» TASK
Please transcribe all of the entries exactly, leaving out any images.

*** DATASET RECORDS ***

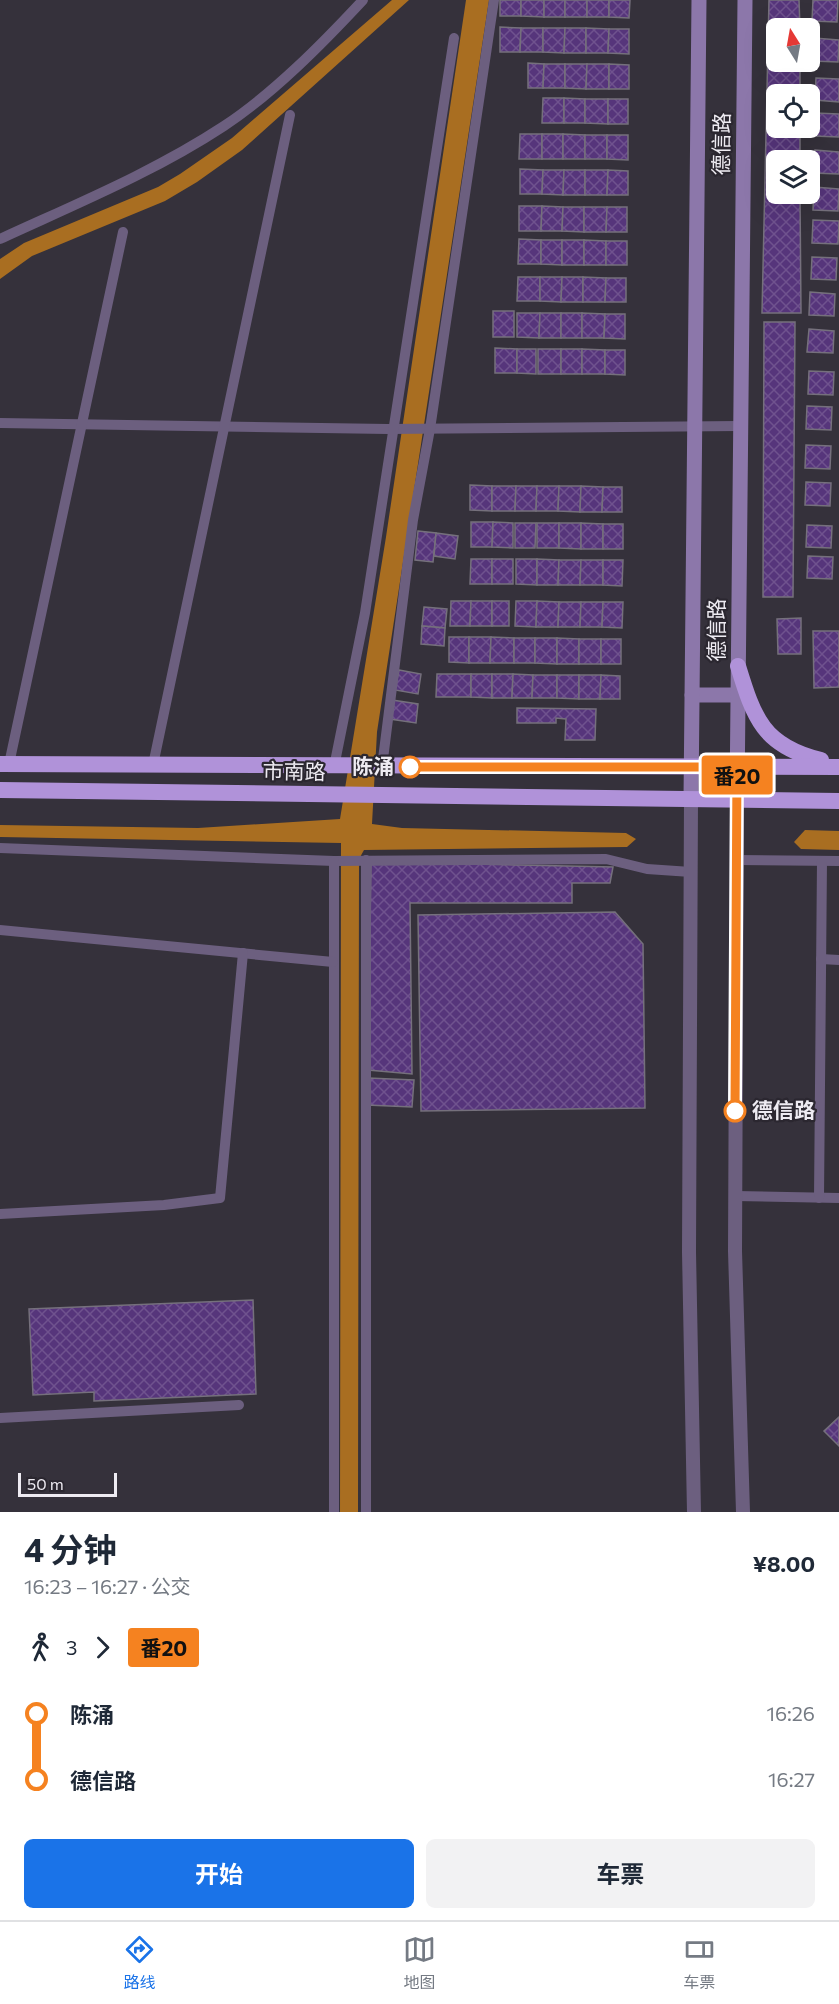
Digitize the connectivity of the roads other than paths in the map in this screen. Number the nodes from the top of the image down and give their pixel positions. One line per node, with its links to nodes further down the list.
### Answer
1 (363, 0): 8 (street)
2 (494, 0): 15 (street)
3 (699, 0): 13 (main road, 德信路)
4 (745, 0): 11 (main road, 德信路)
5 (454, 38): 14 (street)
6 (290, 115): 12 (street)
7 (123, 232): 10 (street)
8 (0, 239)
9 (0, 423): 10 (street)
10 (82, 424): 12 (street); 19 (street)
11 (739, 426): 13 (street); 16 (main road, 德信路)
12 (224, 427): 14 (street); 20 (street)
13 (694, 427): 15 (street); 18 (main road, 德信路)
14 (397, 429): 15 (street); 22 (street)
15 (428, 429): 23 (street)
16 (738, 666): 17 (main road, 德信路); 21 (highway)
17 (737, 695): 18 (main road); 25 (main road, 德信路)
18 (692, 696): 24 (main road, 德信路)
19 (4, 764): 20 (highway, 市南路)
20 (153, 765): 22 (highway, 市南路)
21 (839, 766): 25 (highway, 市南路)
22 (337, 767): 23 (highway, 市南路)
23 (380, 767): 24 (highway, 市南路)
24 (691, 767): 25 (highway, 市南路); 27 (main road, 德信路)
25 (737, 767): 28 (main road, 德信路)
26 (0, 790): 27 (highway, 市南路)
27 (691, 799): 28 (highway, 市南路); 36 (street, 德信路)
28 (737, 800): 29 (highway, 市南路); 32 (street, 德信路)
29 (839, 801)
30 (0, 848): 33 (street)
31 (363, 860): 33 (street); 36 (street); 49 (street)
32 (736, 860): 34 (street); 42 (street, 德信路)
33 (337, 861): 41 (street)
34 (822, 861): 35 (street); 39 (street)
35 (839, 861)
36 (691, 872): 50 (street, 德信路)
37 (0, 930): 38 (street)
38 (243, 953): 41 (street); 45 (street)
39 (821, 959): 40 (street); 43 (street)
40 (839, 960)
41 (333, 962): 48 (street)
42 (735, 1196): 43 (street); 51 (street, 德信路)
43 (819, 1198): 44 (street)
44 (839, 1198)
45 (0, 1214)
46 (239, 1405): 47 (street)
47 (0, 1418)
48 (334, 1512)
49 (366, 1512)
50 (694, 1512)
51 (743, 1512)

*** End of DATASET RECORDS ***

» RESPONSE BOX
Digitize the connectivity of the roads other than paths in the map in this screen. Number the nodes from the top of the image down and give their pixel positions. One line per node, with its links to nodes further down the list.
### Answer
1 (363, 0): 8 (street)
2 (494, 0): 15 (street)
3 (699, 0): 13 (main road, 德信路)
4 (745, 0): 11 (main road, 德信路)
5 (454, 38): 14 (street)
6 (290, 115): 12 (street)
7 (123, 232): 10 (street)
8 (0, 239)
9 (0, 423): 10 (street)
10 (82, 424): 12 (street); 19 (street)
11 (739, 426): 13 (street); 16 (main road, 德信路)
12 (224, 427): 14 (street); 20 (street)
13 (694, 427): 15 (street); 18 (main road, 德信路)
14 (397, 429): 15 (street); 22 (street)
15 (428, 429): 23 (street)
16 (738, 666): 17 (main road, 德信路); 21 (highway)
17 (737, 695): 18 (main road); 25 (main road, 德信路)
18 (692, 696): 24 (main road, 德信路)
19 (4, 764): 20 (highway, 市南路)
20 (153, 765): 22 (highway, 市南路)
21 (839, 766): 25 (highway, 市南路)
22 (337, 767): 23 (highway, 市南路)
23 (380, 767): 24 (highway, 市南路)
24 (691, 767): 25 (highway, 市南路); 27 (main road, 德信路)
25 (737, 767): 28 (main road, 德信路)
26 (0, 790): 27 (highway, 市南路)
27 (691, 799): 28 (highway, 市南路); 36 (street, 德信路)
28 (737, 800): 29 (highway, 市南路); 32 (street, 德信路)
29 (839, 801)
30 (0, 848): 33 (street)
31 (363, 860): 33 (street); 36 (street); 49 (street)
32 (736, 860): 34 (street); 42 (street, 德信路)
33 (337, 861): 41 (street)
34 (822, 861): 35 (street); 39 (street)
35 (839, 861)
36 (691, 872): 50 (street, 德信路)
37 (0, 930): 38 (street)
38 (243, 953): 41 (street); 45 (street)
39 (821, 959): 40 (street); 43 (street)
40 (839, 960)
41 (333, 962): 48 (street)
42 (735, 1196): 43 (street); 51 (street, 德信路)
43 (819, 1198): 44 (street)
44 (839, 1198)
45 (0, 1214)
46 (239, 1405): 47 (street)
47 (0, 1418)
48 (334, 1512)
49 (366, 1512)
50 (694, 1512)
51 (743, 1512)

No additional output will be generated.